=== Section Start ===

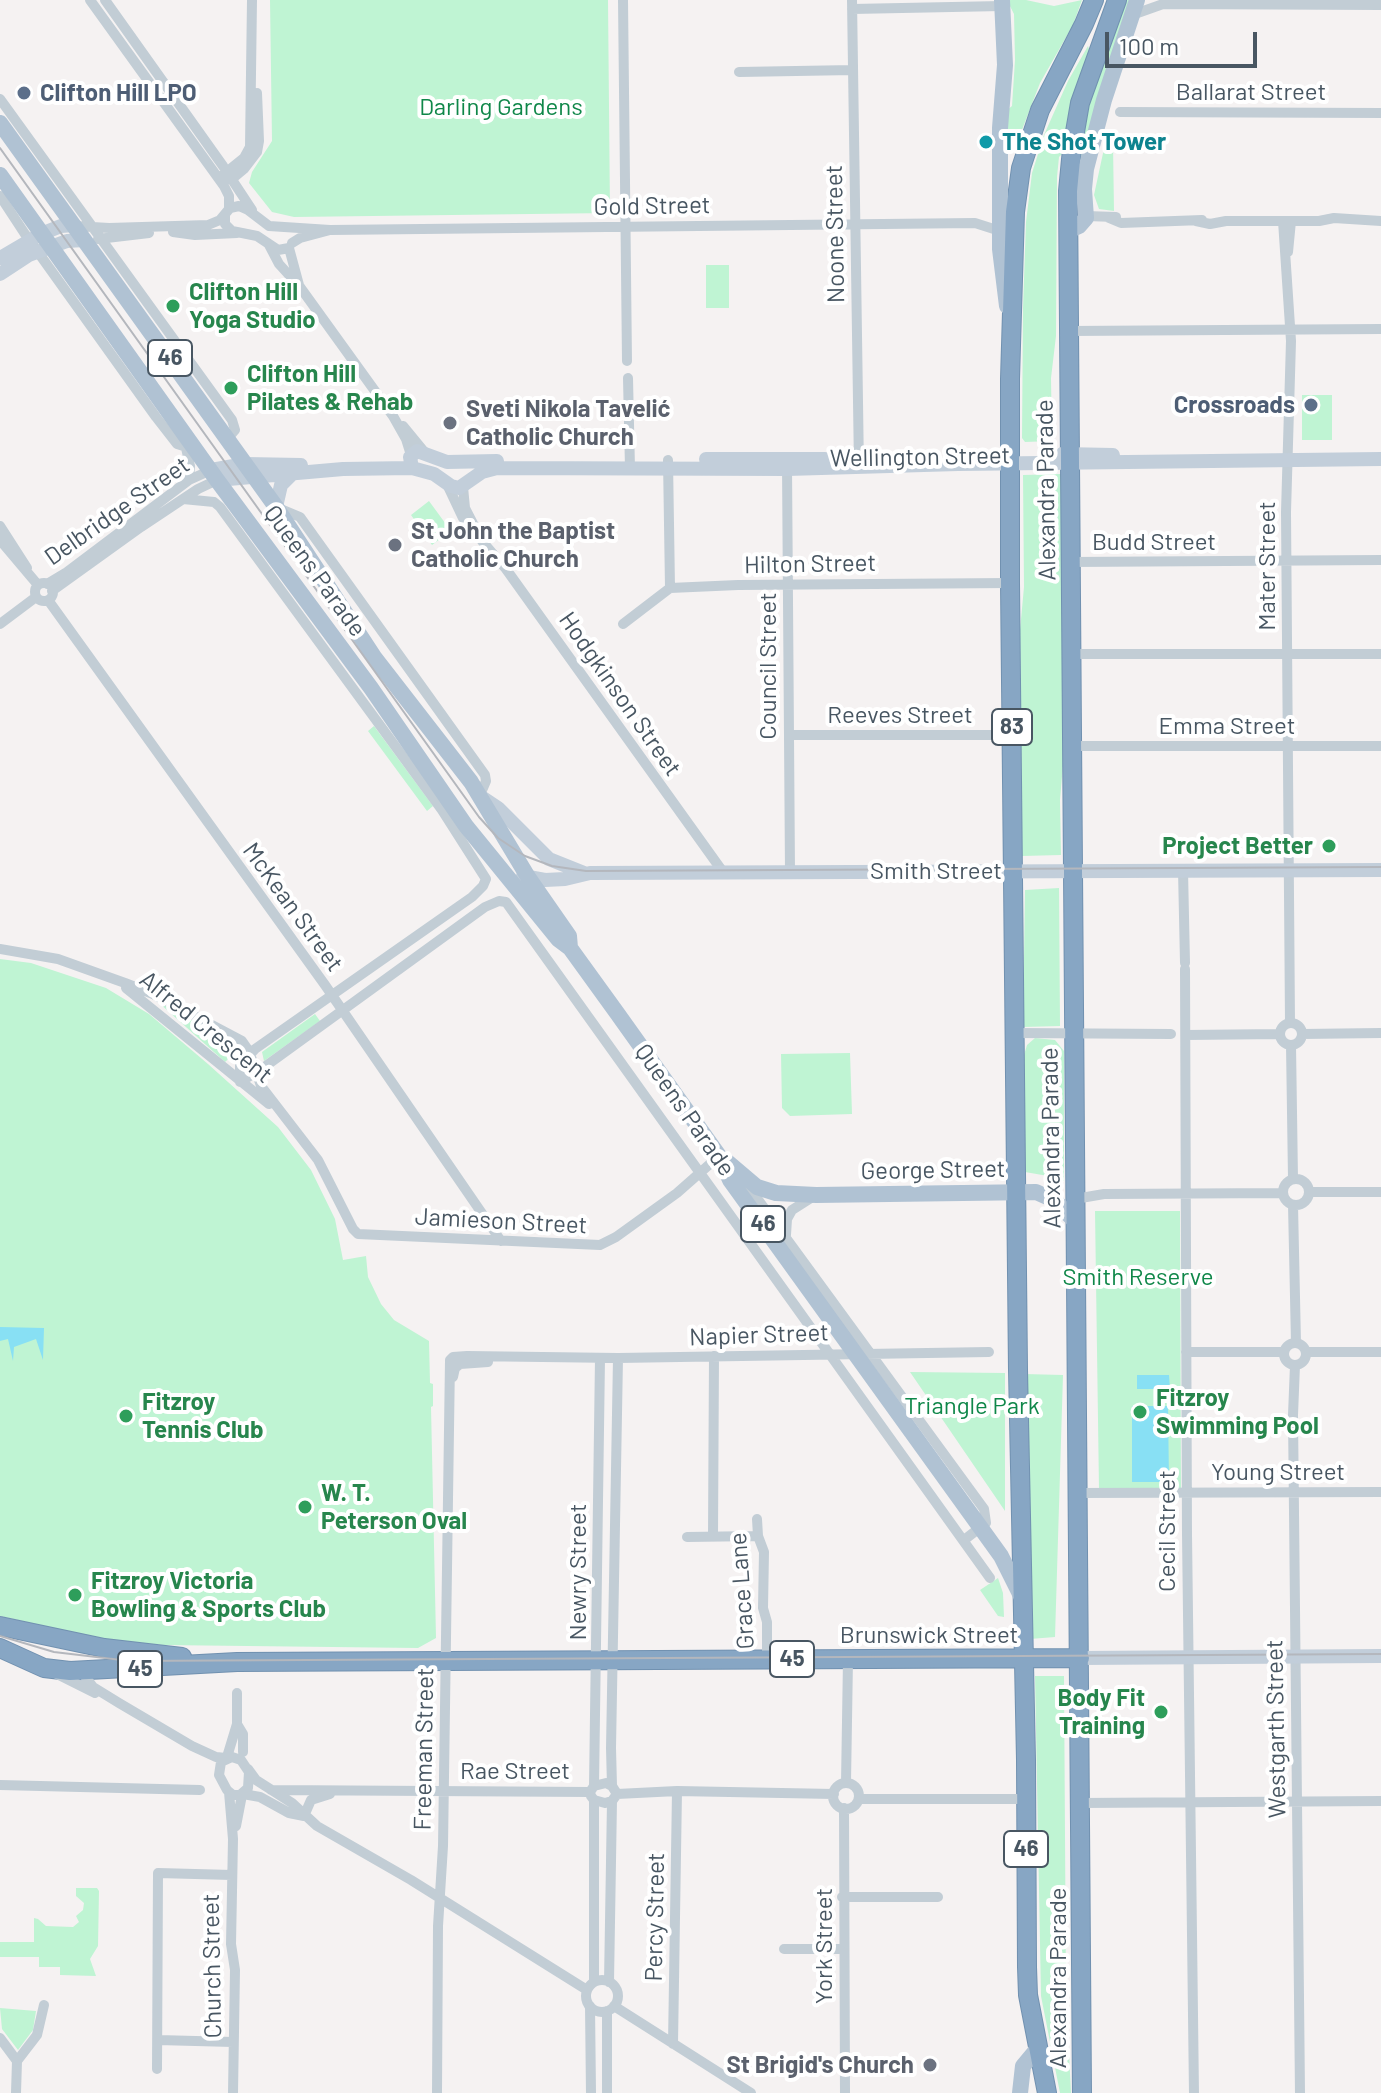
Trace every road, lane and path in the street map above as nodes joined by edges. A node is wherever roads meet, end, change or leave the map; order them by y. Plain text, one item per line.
1 (90, 0) edge
2 (105, 0) edge
3 (252, 0) edge
4 (623, 0) edge
5 (1094, 0) edge
6 (1117, 0) edge
7 (1159, 2) edge
8 (1002, 3) edge
9 (852, 4) edge
10 (1381, 5) edge
11 (1134, 8) edge
12 (853, 70) junction
13 (739, 72) dead end
14 (0, 99) edge
15 (1120, 112) dead end
16 (1381, 113) edge
17 (0, 123) edge
18 (40, 167) junction
19 (226, 177) junction
20 (2, 187) edge
21 (1001, 208) junction
22 (227, 212) junction
23 (255, 216) junction
24 (1086, 216) junction
25 (1287, 221) junction
26 (1381, 221) edge
27 (855, 223) junction
28 (975, 223) junction
29 (74, 225) junction
30 (625, 227) junction
31 (283, 229) junction
32 (330, 230) junction
33 (1068, 231) junction
34 (237, 233) junction
35 (92, 236) junction
36 (1007, 236) junction
37 (39, 243) junction
38 (268, 243) junction
39 (290, 246) junction
40 (0, 258) edge
41 (0, 274) edge
42 (300, 287) junction
43 (1290, 328) junction
44 (1381, 329) edge
45 (1068, 331) junction
46 (627, 361) dead end
47 (628, 378) dead end
48 (393, 416) junction
49 (191, 449) junction
50 (1381, 452) edge
51 (426, 454) junction
52 (1288, 457) junction
53 (1069, 458) junction
54 (1010, 459) junction
55 (1381, 459) edge
56 (411, 460) junction
57 (458, 462) junction
58 (859, 463) junction
59 (668, 464) junction
60 (787, 464) junction
61 (630, 465) junction
62 (250, 470) junction
63 (293, 473) junction
64 (214, 475) junction
65 (189, 480) junction
66 (445, 481) junction
67 (466, 484) junction
68 (183, 499) junction
69 (276, 507) junction
70 (0, 526) edge
71 (0, 540) edge
72 (482, 541) junction
73 (1286, 560) junction
74 (1381, 560) edge
75 (1071, 562) junction
76 (1010, 583) junction
77 (788, 584) junction
78 (43, 587) junction
79 (670, 588) junction
80 (0, 624) edge
81 (623, 624) dead end
82 (1072, 654) junction
83 (1381, 654) edge
84 (1287, 655) junction
85 (789, 735) junction
86 (1012, 735) junction
87 (1288, 745) junction
88 (1072, 746) junction
89 (1381, 746) edge
90 (480, 796) junction
91 (496, 862) junction
92 (1073, 870) junction
93 (1183, 870) junction
94 (1290, 870) junction
95 (1381, 870) edge
96 (1014, 871) junction
97 (723, 872) junction
98 (790, 872) junction
99 (590, 873) junction
100 (528, 877) junction
101 (477, 893) junction
102 (487, 905) junction
103 (414, 940) junction
104 (570, 948) junction
105 (0, 949) edge
106 (422, 953) junction
107 (107, 977) junction
108 (333, 997) junction
109 (342, 1009) junction
110 (1290, 1023) junction
111 (1014, 1033) junction
112 (1381, 1033) edge
113 (1074, 1034) junction
114 (1171, 1034) dead end
115 (1280, 1034) junction
116 (1302, 1034) junction
117 (1186, 1035) junction
118 (1291, 1045) junction
119 (250, 1054) junction
120 (256, 1073) junction
121 (240, 1082) junction
122 (278, 1111) junction
123 (719, 1156) junction
124 (731, 1172) junction
125 (703, 1177) junction
126 (1293, 1179) junction
127 (1017, 1192) junction
128 (1310, 1192) junction
129 (1381, 1192) edge
130 (1283, 1193) junction
131 (780, 1194) junction
132 (816, 1195) junction
133 (1186, 1195) junction
134 (1075, 1199) junction
135 (1293, 1205) junction
136 (769, 1214) junction
137 (1076, 1222) junction
138 (355, 1232) joint
139 (501, 1241) junction
140 (783, 1241) junction
141 (1296, 1343) junction
142 (989, 1352) dead end
143 (1186, 1352) junction
144 (1284, 1352) junction
145 (1306, 1352) junction
146 (1381, 1352) edge
147 (828, 1353) junction
148 (863, 1353) junction
149 (714, 1356) junction
150 (600, 1358) junction
151 (618, 1358) junction
152 (454, 1362) joint
153 (1295, 1365) junction
154 (905, 1412) junction
155 (882, 1428) junction
156 (1187, 1492) junction
157 (1293, 1492) junction
158 (1381, 1492) edge
159 (1079, 1493) junction
160 (757, 1519) dead end
161 (981, 1528) junction
162 (713, 1536) junction
163 (758, 1536) junction
164 (687, 1537) dead end
165 (964, 1540) junction
166 (990, 1578) dead end
167 (1023, 1601) junction
168 (0, 1626) edge
169 (0, 1648) edge
170 (1295, 1656) junction
171 (1381, 1656) edge
172 (1189, 1657) junction
173 (1025, 1658) junction
174 (1080, 1658) junction
175 (767, 1659) junction
176 (848, 1659) junction
177 (605, 1660) junction
178 (445, 1661) junction
179 (237, 1662) junction
180 (44, 1668) junction
181 (81, 1671) junction
182 (237, 1693) dead end
183 (119, 1703) junction
184 (237, 1724) junction
185 (192, 1746) junction
186 (243, 1752) dead end
187 (227, 1758) junction
188 (248, 1769) junction
189 (219, 1772) junction
190 (846, 1783) junction
191 (0, 1785) edge
192 (200, 1790) dead end
193 (271, 1790) junction
194 (344, 1790) junction
195 (443, 1791) junction
196 (677, 1791) junction
197 (229, 1792) junction
198 (593, 1793) junction
199 (614, 1794) junction
200 (834, 1794) junction
201 (242, 1795) junction
202 (859, 1799) junction
203 (1026, 1799) junction
204 (1381, 1801) edge
205 (1190, 1802) junction
206 (1296, 1802) junction
207 (1081, 1803) junction
208 (844, 1808) junction
209 (304, 1816) junction
210 (233, 1839) junction
211 (232, 1875) junction
212 (439, 1897) junction
213 (842, 1897) junction
214 (938, 1897) dead end
215 (784, 1949) dead end
216 (843, 1949) junction
217 (609, 1982) junction
218 (591, 1986) junction
219 (44, 2005) dead end
220 (590, 2006) junction
221 (610, 2009) junction
222 (0, 2038) edge
223 (158, 2040) junction
224 (233, 2042) junction
225 (673, 2044) junction
226 (1038, 2048) junction
227 (17, 2061) junction
228 (157, 2069) dead end
229 (843, 2090) edge
230 (16, 2093) edge
231 (233, 2093) edge
232 (437, 2093) edge
233 (591, 2093) edge
234 (607, 2093) edge
235 (751, 2093) edge
236 (1020, 2093) edge
237 (1047, 2093) edge
238 (1082, 2093) edge
239 (1194, 2093) edge
240 (1300, 2093) edge

1 - 19 street
2 - 19 street
3 - 19 street
4 - 30 street
5 - 36 highway
6 - 33 highway, Alexandra Parade
7 - 10 street
7 - 11 street
8 - 9 street
8 - 21 main road, Alexandra Parade
9 - 12 street, Noone Street
11 - 24 main road
12 - 13 street
12 - 27 street, Noone Street
14 - 18 street, Queens Parade
15 - 16 street, Ballarat Street
17 - 18 main road, Queens Parade / 46
18 - 29 main road, Queens Parade / 46
18 - 35 street, Queens Parade
19 - 22 street
19 - 23 street
20 - 37 main road, Queens Parade / 46
21 - 28 street, Gold Street
21 - 36 main road, Alexandra Parade
22 - 23 street
22 - 34 street
22 - 35 street
23 - 31 street
24 - 25 street
24 - 33 main road
25 - 26 street
25 - 43 street, Mater Street
27 - 28 street, Gold Street
27 - 30 street, Gold Street
27 - 58 street, Noone Street
28 - 36 street, Gold Street
29 - 35 main road, Queens Parade / 46
29 - 37 street
30 - 32 street, Gold Street
30 - 46 street
31 - 32 street, Gold Street
31 - 39 street
32 - 39 street, Gold Street
33 - 45 highway, Alexandra Parade
34 - 35 street
34 - 38 street
35 - 37 street
35 - 62 main road, Queens Parade / 46
36 - 54 highway, Alexandra Parade / 83
37 - 40 street
37 - 41 street
37 - 49 main road, Queens Parade / 46
38 - 39 street
38 - 42 street
39 - 42 street
42 - 48 street
43 - 44 street
43 - 45 street
43 - 52 street, Mater Street
45 - 53 highway, Alexandra Parade
47 - 61 street
48 - 51 street
48 - 56 street
49 - 64 main road, Queens Parade / 46
49 - 65 street
50 - 52 street, Wellington Street
51 - 56 street, Wellington Street
51 - 57 street, Wellington Street
52 - 53 street, Wellington Street
52 - 55 street, Wellington Street
52 - 73 street, Mater Street
53 - 54 street, Wellington Street
53 - 75 highway, Alexandra Parade
54 - 58 street, Wellington Street
54 - 76 highway, Alexandra Parade / 83
56 - 62 street
56 - 63 street
56 - 66 street
57 - 61 street, Wellington Street
57 - 67 street
58 - 60 street, Wellington Street
59 - 60 street, Wellington Street
59 - 61 street, Wellington Street
59 - 79 street
60 - 77 street, Council Street
61 - 67 street, Wellington Street
62 - 63 street
62 - 64 street
62 - 69 main road, Queens Parade / 46
63 - 69 street
64 - 65 street, Delbridge Street
64 - 68 street, Delbridge Street
64 - 91 main road, Queens Parade / 46
65 - 78 street, Delbridge Street
66 - 67 street
66 - 72 street, Hodgkinson Street
67 - 72 street, Hodgkinson Street
68 - 78 street, Delbridge Street
68 - 101 street, Queens Parade
69 - 90 main road, Queens Parade / 46
70 - 78 street, McKean Street
71 - 78 street, McKean Street
72 - 97 street, Hodgkinson Street
73 - 74 street, Budd Street
73 - 75 street, Budd Street
73 - 84 street, Mater Street
75 - 82 highway, Alexandra Parade
76 - 77 street, Hilton Street
76 - 86 highway, Alexandra Parade / 83
77 - 79 street, Hilton Street
77 - 85 street, Council Street
78 - 80 street, Delbridge Street
78 - 108 street, McKean Street
79 - 81 street
82 - 84 street
82 - 88 highway, Alexandra Parade
83 - 84 street
84 - 87 street, Mater Street
85 - 86 street, Reeves Street
85 - 98 street, Council Street
86 - 96 highway, Alexandra Parade / 83
87 - 88 street, Emma Street
87 - 89 street, Emma Street
87 - 94 street, Mater Street
88 - 92 highway, Alexandra Parade
90 - 99 street
90 - 100 main road, Queens Parade / 46
91 - 100 street, Smith Street
91 - 104 main road, Queens Parade / 46
92 - 93 street, Smith Street
92 - 96 street, Smith Street
92 - 113 highway, Alexandra Parade
93 - 94 street, Smith Street
93 - 117 street, Cecil Street
94 - 95 street, Smith Street
94 - 110 street
96 - 98 street, Smith Street
96 - 111 highway, Alexandra Parade / 83
97 - 98 street, Smith Street
97 - 99 street, Smith Street
99 - 100 street, Smith Street
100 - 104 main road, Queens Parade / 46
101 - 102 street
101 - 103 street
102 - 106 street
102 - 125 street, Queens Parade
103 - 106 street
103 - 108 street
104 - 123 main road, Queens Parade / 46
105 - 107 street, Alfred Crescent
106 - 109 street
107 - 119 street, Alfred Crescent
107 - 121 street, Alfred Crescent
108 - 109 street, McKean Street
108 - 119 street
109 - 120 street
109 - 139 street, McKean Street
110 - 115 street
110 - 116 street
111 - 113 street
111 - 127 highway, Alexandra Parade / 83
112 - 116 street
113 - 114 street
113 - 134 highway, Alexandra Parade
115 - 117 street
115 - 118 street
116 - 118 street
117 - 133 street, Cecil Street
118 - 126 street
119 - 120 street, Alfred Crescent
119 - 121 street
120 - 121 street
120 - 122 street, Alfred Crescent
121 - 122 street, Alfred Crescent
122 - 138 street, Alfred Crescent
123 - 124 main road, Queens Parade / 46
123 - 125 street, Jamieson Street
124 - 125 street, Jamieson Street
124 - 131 main road, Queens Parade / 46
124 - 136 street, Queens Parade
124 - 140 main road, Queens Parade / 46
125 - 139 street, Jamieson Street
125 - 147 street, Queens Parade
126 - 128 street
126 - 130 street
127 - 132 main road, George Street / 46
127 - 137 main road, George Street / 46
127 - 167 highway, Alexandra Parade / 83
128 - 129 street
128 - 135 street
130 - 133 street
130 - 135 street
131 - 132 main road, George Street / 46
131 - 136 main road
132 - 140 street
133 - 134 street
133 - 143 street, Cecil Street
134 - 137 highway, Alexandra Parade
135 - 141 street
136 - 140 main road
137 - 159 highway, Alexandra Parade / 46
138 - 139 street, Jamieson Street
140 - 148 main road, Queens Parade / 46
141 - 144 street
141 - 145 street
142 - 148 street, Napier Street
143 - 144 street
143 - 156 street, Cecil Street
144 - 153 street
145 - 146 street
145 - 153 street
147 - 148 street, Napier Street
147 - 149 street, Napier Street
147 - 155 street, Queens Parade
148 - 154 main road, Queens Parade / 46
149 - 151 street, Napier Street
149 - 162 street
150 - 151 street, Napier Street
150 - 152 street, Napier Street
150 - 177 street, Newry Street
151 - 177 street, Newry Street
152 - 178 street, Freeman Street
153 - 157 street, Westgarth Street
154 - 155 street
154 - 161 main road, Queens Parade / 46
155 - 165 street, Queens Parade
156 - 157 street, Young Street
156 - 159 street, Young Street
156 - 172 street, Cecil Street
157 - 158 street, Young Street
157 - 170 street, Westgarth Street
159 - 174 highway, Alexandra Parade / 46
160 - 163 street, Grace Lane
161 - 165 street
161 - 167 main road, Queens Parade / 46
162 - 163 street
162 - 164 street
163 - 175 street, Grace Lane
165 - 166 street, Queens Parade
167 - 173 highway, Alexandra Parade / 46
168 - 179 highway, Brunswick Street / 45
169 - 180 highway, 45
170 - 171 street, Brunswick Street / 45
170 - 172 street, Brunswick Street / 45
170 - 206 street, Westgarth Street
172 - 174 street, Brunswick Street / 45
172 - 205 street, Cecil Street
173 - 174 highway, Brunswick Street / 45
173 - 176 highway, Brunswick Street / 45
173 - 203 highway, Alexandra Parade / 46
174 - 207 highway, Alexandra Parade / 46
175 - 176 highway, Brunswick Street / 45
175 - 177 highway, Brunswick Street / 45
176 - 190 street
177 - 178 highway, Brunswick Street / 45
177 - 198 street, Newry Street
177 - 199 street, Newry Street
178 - 179 highway, Brunswick Street / 45
178 - 195 street, Freeman Street
179 - 181 highway, Brunswick Street / 45
180 - 181 highway, Brunswick Street / 45
180 - 183 street
181 - 183 street
182 - 184 street
183 - 185 street
184 - 186 street
184 - 187 street
185 - 187 street
185 - 189 street
187 - 188 street
187 - 189 street
188 - 193 street
188 - 201 street
189 - 197 street
190 - 200 street
190 - 202 street
191 - 192 street
193 - 194 street, Rae Street
193 - 209 street
194 - 195 street, Rae Street
194 - 209 street, Rae Street
195 - 198 street, Rae Street
195 - 212 street, Freeman Street
196 - 199 street
196 - 200 street
196 - 225 street, Percy Street
197 - 201 street
197 - 210 street, Church Street
198 - 199 street
198 - 199 street
198 - 218 street, Newry Street
199 - 217 street, Newry Street
200 - 208 street
201 - 209 street
201 - 210 street, Church Street
202 - 203 street
202 - 208 street
203 - 226 highway, Alexandra Parade / 46
204 - 206 street
205 - 206 street
205 - 207 street
205 - 239 street, Cecil Street
206 - 240 street, Westgarth Street
207 - 238 highway, Alexandra Parade / 46
208 - 213 street, York Street
209 - 212 street
210 - 211 street, Church Street
211 - 223 street
211 - 224 street, Church Street
212 - 218 street
212 - 232 street, Freeman Street
213 - 214 street
213 - 216 street, York Street
215 - 216 street
216 - 229 street, York Street
217 - 218 street
217 - 221 street
218 - 220 street
219 - 227 street
220 - 221 street
220 - 233 street
221 - 225 street
221 - 234 street
222 - 227 street
223 - 224 street
223 - 228 street
224 - 231 street, Church Street
225 - 235 street
226 - 236 main road
226 - 237 highway, Alexandra Parade / 46
227 - 230 street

=== Section End ===

# [Task item]
Search the material above for the string "Crescent". Show every line that holds it.

# [Response to the task]
105 - 107 street, Alfred Crescent
107 - 119 street, Alfred Crescent
107 - 121 street, Alfred Crescent
119 - 120 street, Alfred Crescent
120 - 122 street, Alfred Crescent
121 - 122 street, Alfred Crescent
122 - 138 street, Alfred Crescent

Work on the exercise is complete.